His ambitions were far reaching, but he never believed he had to leave this Happy Valley to achieve them. "He fought hard until the end, stayed positive, thought only of others and constantly reminded everyone of how blessed his life had been. "He died as he lived," the statement said. His family released a statement Sunday morning to announce his death: "His loss leaves a void in our lives that will never be filled." The second half of the two-day interview was conducted at his bedside. Paterno was described as frail then, speaking mostly in a whisper and wearing a wig.

coach after joe patterno

Not long before that, he conducted his only interview since losing his job, with The Washington Post. 13 for observation after what his family called minor complications from his cancer treatments. Paterno had been in the hospital since Jan. A few weeks later, Paterno broke his pelvis after a fall but did not need surgery. The cancer was found during a follow-up visit for a bronchial illness. 18 that his father had been diagnosed with a treatable form of lung cancer.
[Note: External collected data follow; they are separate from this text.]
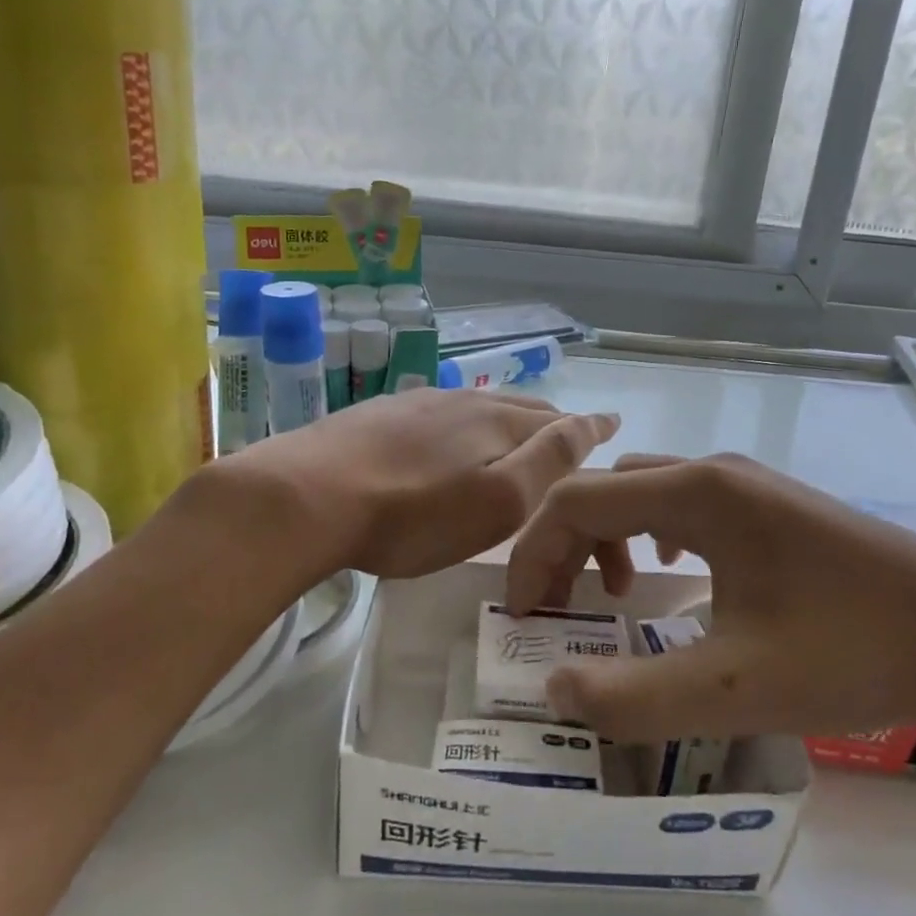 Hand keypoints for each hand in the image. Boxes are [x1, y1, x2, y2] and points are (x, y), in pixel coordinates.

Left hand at [212, 388, 619, 578]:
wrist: (304, 497)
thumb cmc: (412, 515)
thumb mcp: (497, 502)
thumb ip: (548, 461)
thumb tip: (590, 422)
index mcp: (496, 422)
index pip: (557, 420)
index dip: (587, 426)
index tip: (610, 423)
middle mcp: (461, 401)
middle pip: (518, 407)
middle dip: (549, 420)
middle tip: (568, 433)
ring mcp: (414, 404)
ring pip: (476, 407)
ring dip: (504, 419)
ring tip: (514, 432)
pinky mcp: (376, 415)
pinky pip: (436, 413)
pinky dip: (460, 424)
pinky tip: (446, 436)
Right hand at [505, 453, 915, 740]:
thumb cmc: (852, 650)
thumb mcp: (735, 688)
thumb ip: (634, 697)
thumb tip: (554, 691)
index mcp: (696, 493)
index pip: (575, 501)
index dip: (533, 555)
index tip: (527, 617)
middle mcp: (714, 471)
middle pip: (604, 490)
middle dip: (563, 546)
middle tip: (558, 611)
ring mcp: (748, 483)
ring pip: (644, 491)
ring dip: (607, 536)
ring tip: (613, 594)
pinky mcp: (773, 504)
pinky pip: (684, 502)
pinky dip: (651, 532)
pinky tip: (673, 572) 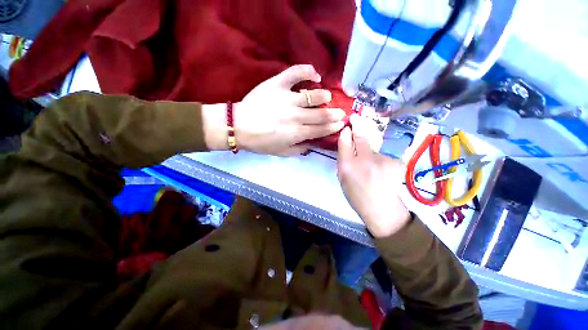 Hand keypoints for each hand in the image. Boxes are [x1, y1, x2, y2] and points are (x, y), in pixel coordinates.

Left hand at [234, 65, 345, 154]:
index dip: (333, 127)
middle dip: (334, 113)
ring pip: (313, 95)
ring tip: (326, 97)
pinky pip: (296, 73)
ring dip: (324, 96)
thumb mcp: (280, 152)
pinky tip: (315, 75)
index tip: (341, 123)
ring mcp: (287, 98)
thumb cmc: (260, 142)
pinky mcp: (278, 84)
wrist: (238, 126)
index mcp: (296, 133)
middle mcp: (295, 116)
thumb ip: (298, 149)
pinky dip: (308, 71)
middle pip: (321, 114)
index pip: (320, 129)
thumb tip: (312, 144)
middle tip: (341, 112)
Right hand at [337, 115, 410, 237]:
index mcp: (347, 166)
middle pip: (361, 136)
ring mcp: (382, 160)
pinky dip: (381, 159)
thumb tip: (346, 143)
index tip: (348, 126)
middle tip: (357, 119)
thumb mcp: (342, 179)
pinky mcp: (396, 161)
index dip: (346, 132)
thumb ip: (343, 160)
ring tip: (372, 166)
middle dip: (359, 125)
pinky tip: (383, 171)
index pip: (345, 141)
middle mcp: (364, 159)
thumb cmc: (357, 196)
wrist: (382, 210)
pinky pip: (384, 155)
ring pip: (374, 147)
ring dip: (370, 150) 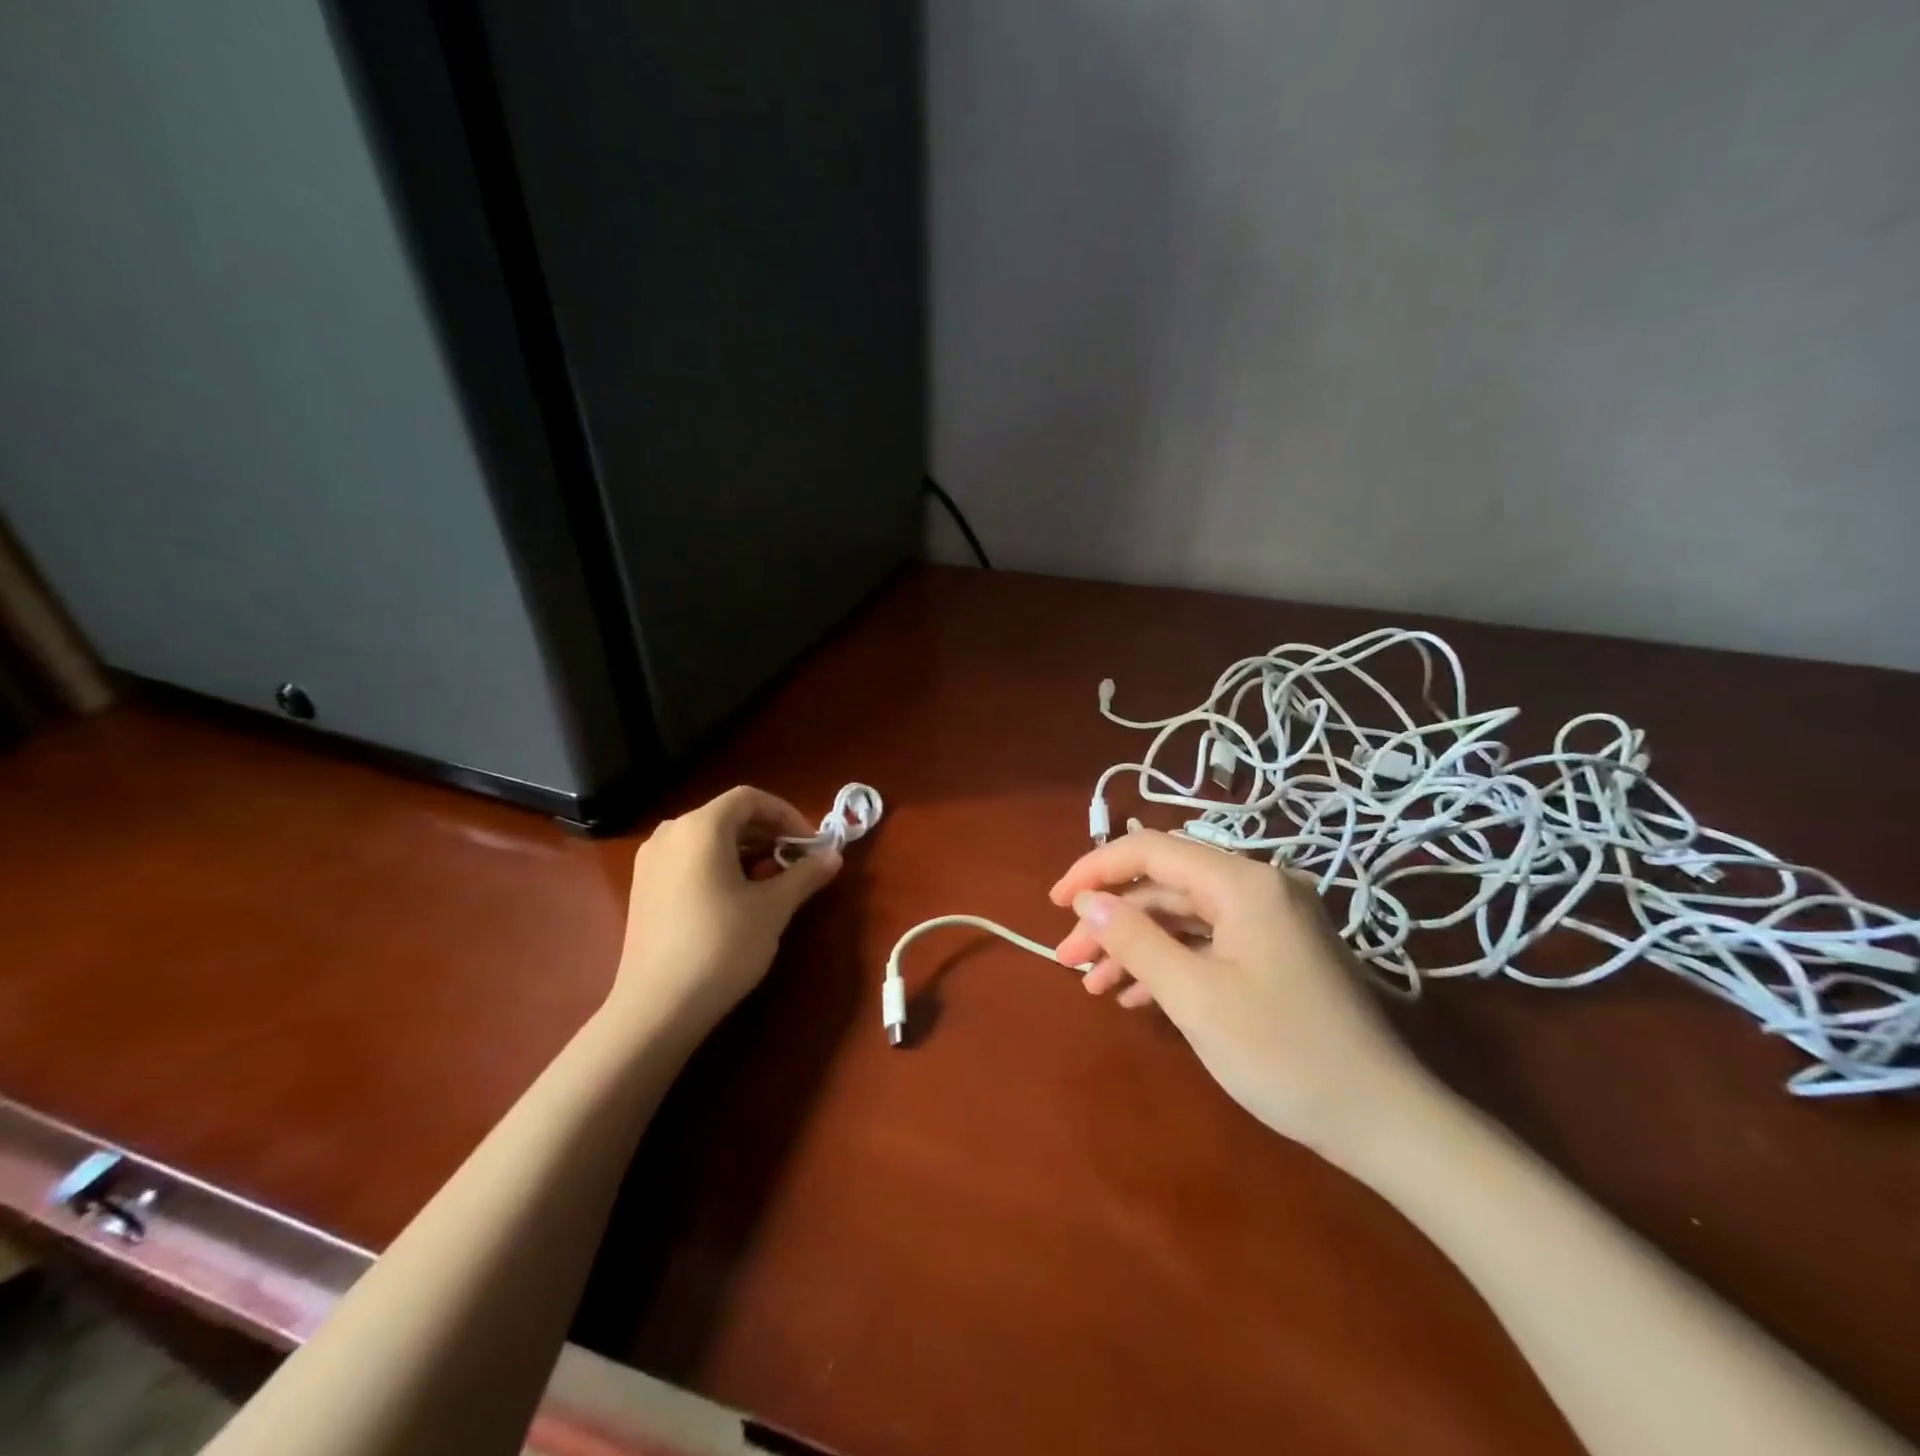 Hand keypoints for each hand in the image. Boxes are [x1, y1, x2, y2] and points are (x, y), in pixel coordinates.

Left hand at [610, 787, 840, 1038]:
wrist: (657, 1008)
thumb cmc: (721, 946)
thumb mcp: (773, 908)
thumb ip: (806, 874)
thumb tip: (834, 856)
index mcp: (700, 827)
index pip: (750, 799)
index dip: (787, 814)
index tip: (811, 844)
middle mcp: (670, 833)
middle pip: (728, 816)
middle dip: (768, 833)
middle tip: (797, 861)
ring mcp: (651, 861)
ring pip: (708, 839)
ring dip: (746, 850)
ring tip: (772, 880)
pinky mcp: (643, 888)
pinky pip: (689, 859)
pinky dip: (719, 865)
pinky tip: (737, 897)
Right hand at [1049, 829, 1435, 1159]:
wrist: (1384, 1121)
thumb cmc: (1282, 1053)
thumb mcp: (1194, 997)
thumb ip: (1135, 939)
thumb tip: (1088, 901)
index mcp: (1243, 882)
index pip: (1151, 849)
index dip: (1095, 870)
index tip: (1055, 903)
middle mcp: (1259, 886)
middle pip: (1165, 884)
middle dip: (1112, 919)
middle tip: (1069, 960)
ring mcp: (1272, 919)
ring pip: (1184, 915)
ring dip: (1136, 944)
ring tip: (1094, 984)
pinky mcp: (1278, 951)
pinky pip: (1210, 940)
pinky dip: (1170, 961)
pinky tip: (1139, 995)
His death came just over two months after his son Scott announced on Nov.

coach after joe patterno

Paterno, a sainted figure at Penn State for almost half a century but scarred forever by the child sex abuse scandal that brought his career to a stunning end, died Sunday at age 85. A place where character came first, championships second.īehind it all, however, was an ugly secret that ran counter to everything the revered coach stood for. Happy Valley was perfect for Joe Paterno, a place where "JoePa" knew best, where he not only won more football games than any other major college coach, but won them the right way: with integrity and sportsmanship.